Each of the entries should be output exactly, with nothing left out.

Entries taken from a collection:
__________

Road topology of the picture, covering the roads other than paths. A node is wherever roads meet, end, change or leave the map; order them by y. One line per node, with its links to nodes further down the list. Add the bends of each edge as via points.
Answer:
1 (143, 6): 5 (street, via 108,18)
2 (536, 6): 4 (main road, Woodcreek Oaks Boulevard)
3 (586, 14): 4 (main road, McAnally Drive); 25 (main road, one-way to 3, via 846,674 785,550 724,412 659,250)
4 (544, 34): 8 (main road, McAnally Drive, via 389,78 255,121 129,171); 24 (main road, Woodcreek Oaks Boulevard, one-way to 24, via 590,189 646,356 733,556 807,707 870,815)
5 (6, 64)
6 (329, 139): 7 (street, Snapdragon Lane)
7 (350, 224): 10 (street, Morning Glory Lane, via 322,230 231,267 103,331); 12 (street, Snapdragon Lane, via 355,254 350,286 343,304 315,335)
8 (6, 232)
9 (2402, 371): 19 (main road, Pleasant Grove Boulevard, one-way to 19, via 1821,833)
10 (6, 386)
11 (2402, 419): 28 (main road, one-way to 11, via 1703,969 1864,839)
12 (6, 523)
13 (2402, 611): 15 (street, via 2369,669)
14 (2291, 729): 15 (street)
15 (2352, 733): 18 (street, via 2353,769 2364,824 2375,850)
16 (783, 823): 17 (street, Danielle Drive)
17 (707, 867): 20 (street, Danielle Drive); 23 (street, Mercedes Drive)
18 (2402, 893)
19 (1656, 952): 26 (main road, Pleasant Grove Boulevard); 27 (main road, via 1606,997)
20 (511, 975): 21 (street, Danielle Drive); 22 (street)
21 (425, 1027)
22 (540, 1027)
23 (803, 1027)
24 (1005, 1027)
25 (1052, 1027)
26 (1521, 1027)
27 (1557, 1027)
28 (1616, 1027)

__________

- [Solution to the exercise]
Road topology of the picture, covering the roads other than paths. A node is wherever roads meet, end, change or leave the map; order them by y. One line per node, with its links to nodes further down the list. Add the bends of each edge as via points.
Answer:
1 (143, 6): 5 (street, via 108,18)
2 (536, 6): 4 (main road, Woodcreek Oaks Boulevard)
3 (586, 14): 4 (main road, McAnally Drive); 25 (main road, one-way to 3, via 846,674 785,550 724,412 659,250)
4 (544, 34): 8 (main road, McAnally Drive, via 389,78 255,121 129,171); 24 (main road, Woodcreek Oaks Boulevard, one-way to 24, via 590,189 646,356 733,556 807,707 870,815)
5 (6, 64)
6 (329, 139): 7 (street, Snapdragon Lane)
7 (350, 224): 10 (street, Morning Glory Lane, via 322,230 231,267 103,331); 12 (street, Snapdragon Lane, via 355,254 350,286 343,304 315,335)
8 (6, 232)
9 (2402, 371): 19 (main road, Pleasant Grove Boulevard, one-way to 19, via 1821,833)
10 (6, 386)
11 (2402, 419): 28 (main road, one-way to 11, via 1703,969 1864,839)
12 (6, 523)
13 (2402, 611): 15 (street, via 2369,669)
14 (2291, 729): 15 (street)
15 (2352, 733): 18 (street, via 2353,769 2364,824 2375,850)
16 (783, 823): 17 (street, Danielle Drive)
17 (707, 867): 20 (street, Danielle Drive); 23 (street, Mercedes Drive)
18 (2402, 893)
19 (1656, 952): 26 (main road, Pleasant Grove Boulevard); 27 (main road, via 1606,997)
20 (511, 975): 21 (street, Danielle Drive); 22 (street)
21 (425, 1027)
22 (540, 1027)
23 (803, 1027)
24 (1005, 1027)
25 (1052, 1027)
26 (1521, 1027)
27 (1557, 1027)
28 (1616, 1027)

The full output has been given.